What is needed: In the data below, how many lines include the string "Георги"? Give only the number.

Data for review:
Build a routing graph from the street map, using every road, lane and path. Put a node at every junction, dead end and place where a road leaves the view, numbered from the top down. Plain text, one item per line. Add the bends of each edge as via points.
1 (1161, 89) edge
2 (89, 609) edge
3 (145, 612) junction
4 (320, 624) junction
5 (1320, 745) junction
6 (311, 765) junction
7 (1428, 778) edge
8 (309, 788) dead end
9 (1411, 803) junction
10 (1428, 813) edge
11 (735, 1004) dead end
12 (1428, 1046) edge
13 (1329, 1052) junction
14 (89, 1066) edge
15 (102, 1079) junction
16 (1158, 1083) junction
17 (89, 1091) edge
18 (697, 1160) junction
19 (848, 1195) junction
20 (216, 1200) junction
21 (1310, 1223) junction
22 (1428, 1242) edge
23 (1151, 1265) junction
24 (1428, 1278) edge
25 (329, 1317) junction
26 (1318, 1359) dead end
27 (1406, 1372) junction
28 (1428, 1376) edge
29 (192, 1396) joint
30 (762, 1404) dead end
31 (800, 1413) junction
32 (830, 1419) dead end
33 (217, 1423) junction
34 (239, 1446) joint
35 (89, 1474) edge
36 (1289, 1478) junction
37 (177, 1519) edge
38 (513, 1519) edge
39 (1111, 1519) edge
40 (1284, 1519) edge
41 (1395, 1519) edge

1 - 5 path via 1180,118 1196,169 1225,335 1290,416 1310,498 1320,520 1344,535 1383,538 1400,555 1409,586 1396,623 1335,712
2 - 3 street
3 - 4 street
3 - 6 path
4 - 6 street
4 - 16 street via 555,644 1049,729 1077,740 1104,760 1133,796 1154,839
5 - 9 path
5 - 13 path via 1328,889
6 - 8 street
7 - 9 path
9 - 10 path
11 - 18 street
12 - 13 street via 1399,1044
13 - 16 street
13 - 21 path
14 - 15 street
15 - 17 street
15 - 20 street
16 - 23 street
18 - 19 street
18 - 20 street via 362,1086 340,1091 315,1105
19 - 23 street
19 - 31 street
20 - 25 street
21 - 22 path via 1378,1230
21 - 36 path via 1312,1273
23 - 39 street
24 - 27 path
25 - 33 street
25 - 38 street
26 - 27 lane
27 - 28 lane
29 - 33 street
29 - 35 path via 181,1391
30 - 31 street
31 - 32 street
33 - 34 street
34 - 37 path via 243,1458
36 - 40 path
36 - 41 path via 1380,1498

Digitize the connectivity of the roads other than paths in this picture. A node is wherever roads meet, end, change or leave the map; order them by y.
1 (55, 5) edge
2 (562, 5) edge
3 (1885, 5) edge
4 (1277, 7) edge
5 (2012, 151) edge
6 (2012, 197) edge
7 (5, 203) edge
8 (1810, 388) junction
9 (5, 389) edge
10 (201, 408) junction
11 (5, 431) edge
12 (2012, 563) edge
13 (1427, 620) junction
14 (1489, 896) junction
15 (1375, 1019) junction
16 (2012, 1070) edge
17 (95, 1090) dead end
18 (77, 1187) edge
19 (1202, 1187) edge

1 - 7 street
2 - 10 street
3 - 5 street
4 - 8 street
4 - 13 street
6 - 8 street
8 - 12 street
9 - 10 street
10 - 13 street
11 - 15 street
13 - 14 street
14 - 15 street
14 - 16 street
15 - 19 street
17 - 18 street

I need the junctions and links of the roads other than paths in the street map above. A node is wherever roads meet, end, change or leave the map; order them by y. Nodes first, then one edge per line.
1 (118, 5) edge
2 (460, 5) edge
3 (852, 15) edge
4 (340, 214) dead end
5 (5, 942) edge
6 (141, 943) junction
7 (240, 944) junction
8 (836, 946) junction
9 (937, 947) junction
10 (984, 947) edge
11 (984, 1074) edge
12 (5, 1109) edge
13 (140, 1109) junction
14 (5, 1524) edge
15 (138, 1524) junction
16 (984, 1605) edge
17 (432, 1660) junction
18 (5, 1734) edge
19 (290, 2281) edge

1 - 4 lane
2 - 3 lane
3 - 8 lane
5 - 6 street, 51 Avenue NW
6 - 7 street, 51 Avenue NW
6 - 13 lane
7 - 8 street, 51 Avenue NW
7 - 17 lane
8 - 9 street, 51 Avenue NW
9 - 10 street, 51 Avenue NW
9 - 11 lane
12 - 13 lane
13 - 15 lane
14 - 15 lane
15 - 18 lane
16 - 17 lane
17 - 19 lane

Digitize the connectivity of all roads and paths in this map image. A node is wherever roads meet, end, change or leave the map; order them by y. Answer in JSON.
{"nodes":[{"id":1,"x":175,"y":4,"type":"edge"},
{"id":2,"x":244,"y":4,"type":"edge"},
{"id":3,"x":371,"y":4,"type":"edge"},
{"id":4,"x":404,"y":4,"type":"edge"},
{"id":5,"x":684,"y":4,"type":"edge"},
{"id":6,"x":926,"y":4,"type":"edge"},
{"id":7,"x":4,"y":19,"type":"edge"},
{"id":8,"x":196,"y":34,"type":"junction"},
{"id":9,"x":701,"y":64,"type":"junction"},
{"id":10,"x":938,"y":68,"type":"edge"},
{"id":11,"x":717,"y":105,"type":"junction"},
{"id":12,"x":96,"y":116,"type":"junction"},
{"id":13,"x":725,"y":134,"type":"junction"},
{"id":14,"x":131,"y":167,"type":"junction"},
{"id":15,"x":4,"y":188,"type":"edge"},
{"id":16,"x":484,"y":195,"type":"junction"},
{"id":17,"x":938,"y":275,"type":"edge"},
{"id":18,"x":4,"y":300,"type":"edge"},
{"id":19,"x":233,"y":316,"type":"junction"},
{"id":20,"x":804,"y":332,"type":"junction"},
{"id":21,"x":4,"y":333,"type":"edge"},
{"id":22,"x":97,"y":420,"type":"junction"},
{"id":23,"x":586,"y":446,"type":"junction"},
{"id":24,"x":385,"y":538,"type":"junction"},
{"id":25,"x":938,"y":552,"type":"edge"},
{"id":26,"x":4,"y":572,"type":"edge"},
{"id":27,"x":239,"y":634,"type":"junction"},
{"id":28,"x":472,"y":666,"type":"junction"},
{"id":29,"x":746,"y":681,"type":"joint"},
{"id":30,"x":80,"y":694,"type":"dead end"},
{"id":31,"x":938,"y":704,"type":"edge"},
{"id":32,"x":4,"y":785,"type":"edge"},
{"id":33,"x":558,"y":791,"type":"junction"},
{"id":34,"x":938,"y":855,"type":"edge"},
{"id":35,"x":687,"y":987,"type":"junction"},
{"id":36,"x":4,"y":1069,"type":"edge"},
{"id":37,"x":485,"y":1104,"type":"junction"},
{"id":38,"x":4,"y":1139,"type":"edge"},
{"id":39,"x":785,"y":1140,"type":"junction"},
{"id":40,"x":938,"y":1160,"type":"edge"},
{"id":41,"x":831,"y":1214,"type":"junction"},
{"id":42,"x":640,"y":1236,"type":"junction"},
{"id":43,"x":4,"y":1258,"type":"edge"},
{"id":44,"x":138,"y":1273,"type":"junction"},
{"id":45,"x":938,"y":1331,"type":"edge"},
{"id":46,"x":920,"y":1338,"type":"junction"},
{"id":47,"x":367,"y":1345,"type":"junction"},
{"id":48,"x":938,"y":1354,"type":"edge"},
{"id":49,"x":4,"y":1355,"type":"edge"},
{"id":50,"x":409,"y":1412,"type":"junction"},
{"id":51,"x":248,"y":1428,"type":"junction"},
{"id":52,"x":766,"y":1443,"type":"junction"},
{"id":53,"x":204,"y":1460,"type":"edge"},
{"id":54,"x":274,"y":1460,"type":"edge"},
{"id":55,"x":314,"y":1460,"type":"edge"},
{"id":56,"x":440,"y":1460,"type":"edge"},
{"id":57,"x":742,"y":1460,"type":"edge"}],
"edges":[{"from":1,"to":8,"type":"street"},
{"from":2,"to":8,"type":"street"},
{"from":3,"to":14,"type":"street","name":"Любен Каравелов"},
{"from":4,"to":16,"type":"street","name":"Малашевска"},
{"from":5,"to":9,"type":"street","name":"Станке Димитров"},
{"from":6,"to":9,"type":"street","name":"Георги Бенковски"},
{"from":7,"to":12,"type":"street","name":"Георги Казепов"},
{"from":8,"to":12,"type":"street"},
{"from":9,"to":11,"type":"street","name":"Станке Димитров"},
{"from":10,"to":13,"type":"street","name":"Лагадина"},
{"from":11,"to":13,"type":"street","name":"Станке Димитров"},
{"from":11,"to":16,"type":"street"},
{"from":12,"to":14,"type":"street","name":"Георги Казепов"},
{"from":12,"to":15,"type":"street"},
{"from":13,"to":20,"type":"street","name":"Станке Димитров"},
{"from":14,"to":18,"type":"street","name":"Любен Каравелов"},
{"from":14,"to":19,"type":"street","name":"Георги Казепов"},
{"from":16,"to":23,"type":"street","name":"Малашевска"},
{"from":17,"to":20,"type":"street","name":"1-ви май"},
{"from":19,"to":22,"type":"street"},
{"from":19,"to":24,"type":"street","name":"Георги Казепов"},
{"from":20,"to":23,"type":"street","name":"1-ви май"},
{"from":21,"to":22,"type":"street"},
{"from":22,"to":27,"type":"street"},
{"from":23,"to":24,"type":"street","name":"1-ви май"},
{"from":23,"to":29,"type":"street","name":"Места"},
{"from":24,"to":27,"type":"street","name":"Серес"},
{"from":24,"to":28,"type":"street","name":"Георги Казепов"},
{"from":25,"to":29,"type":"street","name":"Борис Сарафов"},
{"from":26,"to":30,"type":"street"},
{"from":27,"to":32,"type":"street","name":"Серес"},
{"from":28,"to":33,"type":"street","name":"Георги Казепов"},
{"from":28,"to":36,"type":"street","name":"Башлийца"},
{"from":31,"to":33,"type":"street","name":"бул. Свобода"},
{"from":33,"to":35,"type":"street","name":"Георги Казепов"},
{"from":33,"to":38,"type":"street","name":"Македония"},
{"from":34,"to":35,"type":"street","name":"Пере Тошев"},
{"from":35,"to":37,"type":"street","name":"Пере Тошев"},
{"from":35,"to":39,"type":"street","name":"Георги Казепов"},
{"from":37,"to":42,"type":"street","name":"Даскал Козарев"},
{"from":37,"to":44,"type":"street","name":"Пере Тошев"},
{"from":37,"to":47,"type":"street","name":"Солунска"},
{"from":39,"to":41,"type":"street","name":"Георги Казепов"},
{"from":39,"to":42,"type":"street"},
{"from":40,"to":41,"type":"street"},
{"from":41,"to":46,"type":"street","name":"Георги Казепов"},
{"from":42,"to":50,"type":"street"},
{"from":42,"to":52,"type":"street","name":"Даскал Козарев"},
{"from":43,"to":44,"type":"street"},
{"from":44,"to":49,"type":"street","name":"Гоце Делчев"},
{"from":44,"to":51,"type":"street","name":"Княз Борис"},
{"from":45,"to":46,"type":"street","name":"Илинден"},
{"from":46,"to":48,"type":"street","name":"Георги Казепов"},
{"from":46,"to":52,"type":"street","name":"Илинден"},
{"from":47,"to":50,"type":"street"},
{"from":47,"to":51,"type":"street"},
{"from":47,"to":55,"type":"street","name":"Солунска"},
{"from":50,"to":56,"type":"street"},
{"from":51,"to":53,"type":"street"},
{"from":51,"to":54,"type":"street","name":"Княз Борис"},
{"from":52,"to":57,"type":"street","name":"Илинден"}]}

Finished exercise: 12